Dopo dieci anni dalla successione, infatti, si prescrive il diritto di accettare l’eredità.
Nel caso del cittadino deceduto a Guastalla, il termine è ormai ampiamente trascorso e il giudice ha quindi disposto la cessazione della procedura di eredità giacente e il trasferimento del patrimonio allo Stato.
Un passaggio che avviene automaticamente senza necessità di accettazione da parte dell’amministrazione pubblica.
Un fenomeno in aumento in tutta Italia
Gli esperti del settore successorio osservano da anni una crescita delle cosiddette eredità vacanti.
Alla base vi sono diversi fattori sociali e demografici:
- diminuzione delle nascite;
- aumento delle persone sole;
- famiglie sempre più piccole;
- maggiore mobilità geografica;
- difficoltà nel rintracciare parenti lontani;
- rinuncia all’eredità per debiti o problematiche patrimoniali.
L’Italia è uno dei Paesi europei più colpiti dall’invecchiamento della popolazione e il numero di cittadini senza discendenti diretti continua ad aumentare.
In molti casi gli eredi esistono ma scelgono di rinunciare alla successione, soprattutto quando il patrimonio è gravato da debiti o contenziosi.

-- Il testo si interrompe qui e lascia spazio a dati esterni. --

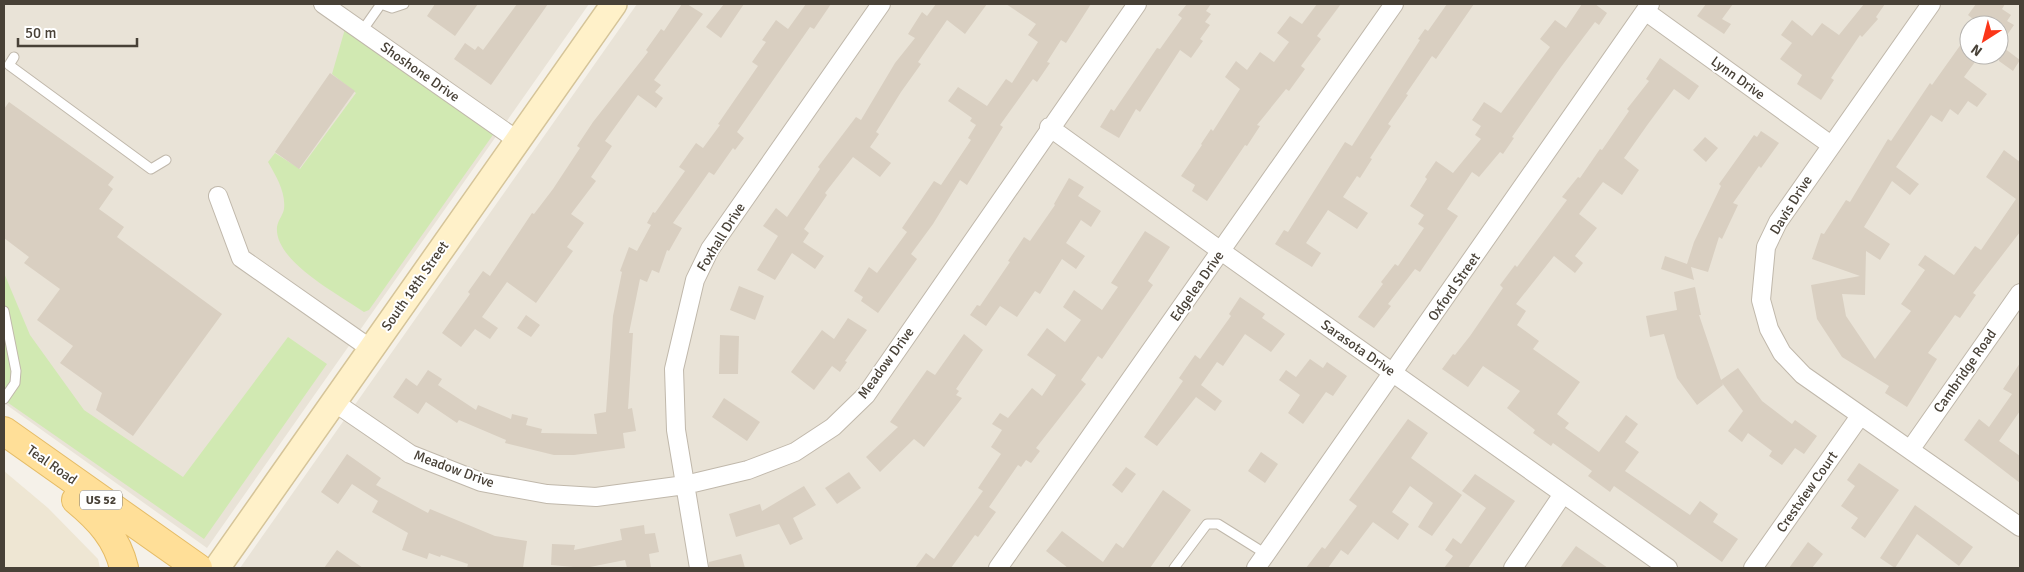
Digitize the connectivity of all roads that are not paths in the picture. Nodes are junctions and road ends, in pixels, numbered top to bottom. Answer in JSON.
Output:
{"nodes":[{"id":1,"x":324,"y":4,"type":"edge"},
{"id":2,"x":381,"y":4,"type":"edge"},
{"id":3,"x":404,"y":4,"type":"edge"},
{"id":4,"x":614,"y":4,"type":"edge"},
{"id":5,"x":881,"y":4,"type":"edge"},
{"id":6,"x":1137,"y":4,"type":"edge"},
{"id":7,"x":1394,"y":4,"type":"edge"},
{"id":8,"x":1930,"y":4,"type":"edge"},
{"id":9,"x":1647,"y":7,"type":"edge"},
{"id":10,"x":362,"y":31,"type":"junction"},
{"id":11,"x":14,"y":57,"type":"dead end"},
{"id":12,"x":1050,"y":127,"type":"junction"},
{"id":13,"x":517,"y":140,"type":"junction"},
{"id":14,"x":1831,"y":145,"type":"junction"},
{"id":15,"x":166,"y":160,"type":"dead end"},
{"id":16,"x":218,"y":196,"type":"dead end"},
{"id":17,"x":1221,"y":251,"type":"junction"},
{"id":18,"x":2020,"y":293,"type":"edge"},
{"id":19,"x":4,"y":311,"type":"edge"},
{"id":20,"x":371,"y":349,"type":"junction"},
{"id":21,"x":1393,"y":373,"type":"junction"},
{"id":22,"x":4,"y":399,"type":"edge"},
{"id":23,"x":334,"y":402,"type":"junction"},
{"id":24,"x":1860,"y":416,"type":"junction"},
{"id":25,"x":4,"y":431,"type":"edge"},
{"id":26,"x":1910,"y":450,"type":"junction"},
{"id":27,"x":685,"y":485,"type":"junction"},
{"id":28,"x":1563,"y":494,"type":"junction"},
{"id":29,"x":2020,"y":527,"type":"edge"},
{"id":30,"x":1266,"y":554,"type":"junction"},
{"id":31,"x":124,"y":568,"type":"edge"},
{"id":32,"x":198,"y":568,"type":"edge"},
{"id":33,"x":217,"y":568,"type":"edge"},
{"id":34,"x":699,"y":568,"type":"edge"},
{"id":35,"x":998,"y":568,"type":"edge"},
{"id":36,"x":1174,"y":568,"type":"edge"},
{"id":37,"x":1256,"y":568,"type":"edge"},
{"id":38,"x":1512,"y":568,"type":"edge"},
{"id":39,"x":1668,"y":568,"type":"edge"},
{"id":40,"x":1753,"y":568,"type":"edge"}],
"edges":[{"from":1,"to":10,"type":"street","name":"Shoshone Drive"},
{"from":2,"to":3,"type":"lane"},
{"from":2,"to":10,"type":"lane"},
{"from":4,"to":13,"type":"main road","name":"South 18th Street"},
{"from":5,"to":27,"type":"street","name":"Foxhall Drive"},
{"from":6,"to":12,"type":"street","name":"Meadow Drive"},
{"from":7,"to":17,"type":"street","name":"Edgelea Drive"},
{"from":8,"to":14,"type":"street","name":"Davis Drive"},
{"from":9,"to":14,"type":"street","name":"Lynn Drive"},
{"from":9,"to":21,"type":"street","name":"Oxford Street"},
{"from":10,"to":13,"type":"street","name":"Shoshone Drive"},
{"from":11,"to":15,"type":"lane"},
{"from":12,"to":17,"type":"street","name":"Sarasota Drive"},
{"from":12,"to":27,"type":"street","name":"Meadow Drive"},
{"from":13,"to":20,"type":"main road","name":"South 18th Street"},
{"from":14,"to":24,"type":"street","name":"Davis Drive"},
{"from":16,"to":20,"type":"street"},
{"from":17,"to":21,"type":"street","name":"Sarasota Drive"},
{"from":17,"to":35,"type":"street","name":"Edgelea Drive"},
{"from":18,"to":26,"type":"street","name":"Cambridge Road"},
{"from":19,"to":22,"type":"lane"},
{"from":20,"to":23,"type":"main road","name":"South 18th Street"},
{"from":21,"to":28,"type":"street","name":"Sarasota Drive"},
{"from":21,"to":30,"type":"street","name":"Oxford Street"},
{"from":23,"to":27,"type":"street","name":"Meadow Drive"},
{"from":23,"to":33,"type":"main road","name":"South 18th Street"},
{"from":24,"to":26,"type":"street","name":"Davis Drive"},
{"from":24,"to":40,"type":"street","name":"Crestview Court"},
{"from":25,"to":31,"type":"main road"},
{"from":25,"to":32,"type":"main road","name":"Teal Road","number":"US 52"},
{"from":26,"to":29,"type":"street","name":"Davis Drive"},
{"from":27,"to":34,"type":"street","name":"Foxhall Drive"},
{"from":28,"to":38,"type":"street"},
{"from":28,"to":39,"type":"street","name":"Sarasota Drive"},
{"from":30,"to":36,"type":"lane"},
{"from":30,"to":37,"type":"street","name":"Oxford Street"}]}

In altri casi, invece, nessun familiare viene individuato.
Cosa succede ai beni acquisiti dallo Stato
Quando l’eredità viene devoluta allo Stato, tutti i beni che compongono il patrimonio diventano pubblici.
Possono rientrare nel trasferimento:
- immobili;
- terreni;
- denaro depositato sui conti correnti;
- titoli e investimenti;
- quote societarie;
- beni mobili di valore.
L’amministrazione pubblica provvede successivamente alla gestione o all’eventuale alienazione dei beni secondo le procedure previste dalla normativa.
Il caso deciso dal Tribunale di Modena rappresenta uno degli esempi più recenti di un fenomeno destinato probabilmente ad aumentare nei prossimi anni.
La combinazione tra denatalità, longevità e trasformazione delle strutture familiari sta infatti cambiando anche il mondo delle successioni ereditarie, portando sempre più spesso patrimoni privati a confluire nelle casse dello Stato.
Una prospettiva che fino a qualche decennio fa appariva eccezionale e che oggi, invece, sta diventando una realtà sempre più frequente nei tribunali italiani.